* _TO DO_
Set down all of the lines below exactly as they are given.

* _Records from a data collection_
=-=-=

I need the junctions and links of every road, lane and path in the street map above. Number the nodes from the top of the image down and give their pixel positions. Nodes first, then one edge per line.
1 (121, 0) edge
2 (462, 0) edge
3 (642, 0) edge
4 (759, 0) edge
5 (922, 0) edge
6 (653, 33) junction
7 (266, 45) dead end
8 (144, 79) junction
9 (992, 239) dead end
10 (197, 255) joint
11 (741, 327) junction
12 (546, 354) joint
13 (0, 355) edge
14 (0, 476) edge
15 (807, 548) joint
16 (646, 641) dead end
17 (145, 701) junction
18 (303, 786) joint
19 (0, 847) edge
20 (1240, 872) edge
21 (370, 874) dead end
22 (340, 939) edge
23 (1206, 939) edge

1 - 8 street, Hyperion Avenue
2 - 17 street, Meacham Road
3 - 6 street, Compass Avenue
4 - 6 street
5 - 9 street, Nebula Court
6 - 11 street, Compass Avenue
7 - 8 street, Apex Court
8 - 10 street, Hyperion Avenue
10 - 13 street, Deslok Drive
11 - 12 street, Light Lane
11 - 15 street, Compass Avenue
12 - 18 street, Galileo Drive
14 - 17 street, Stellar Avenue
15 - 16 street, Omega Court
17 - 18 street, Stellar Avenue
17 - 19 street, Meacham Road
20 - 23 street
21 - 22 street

=-=-=

* _TASK ANSWER_
I need the junctions and links of every road, lane and path in the street map above. Number the nodes from the top of the image down and give their pixel positions. Nodes first, then one edge per line.
1 (121, 0) edge
2 (462, 0) edge
3 (642, 0) edge
4 (759, 0) edge
5 (922, 0) edge
6 (653, 33) junction
7 (266, 45) dead end
8 (144, 79) junction
9 (992, 239) dead end
10 (197, 255) joint
11 (741, 327) junction
12 (546, 354) joint
13 (0, 355) edge
14 (0, 476) edge
15 (807, 548) joint
16 (646, 641) dead end
17 (145, 701) junction
18 (303, 786) joint
19 (0, 847) edge
20 (1240, 872) edge
21 (370, 874) dead end
22 (340, 939) edge
23 (1206, 939) edge

1 - 8 street, Hyperion Avenue
2 - 17 street, Meacham Road
3 - 6 street, Compass Avenue
4 - 6 street
5 - 9 street, Nebula Court
6 - 11 street, Compass Avenue
7 - 8 street, Apex Court
8 - 10 street, Hyperion Avenue
10 - 13 street, Deslok Drive
11 - 12 street, Light Lane
11 - 15 street, Compass Avenue
12 - 18 street, Galileo Drive
14 - 17 street, Stellar Avenue
15 - 16 street, Omega Court
17 - 18 street, Stellar Avenue
17 - 19 street, Meacham Road
20 - 23 street
21 - 22 street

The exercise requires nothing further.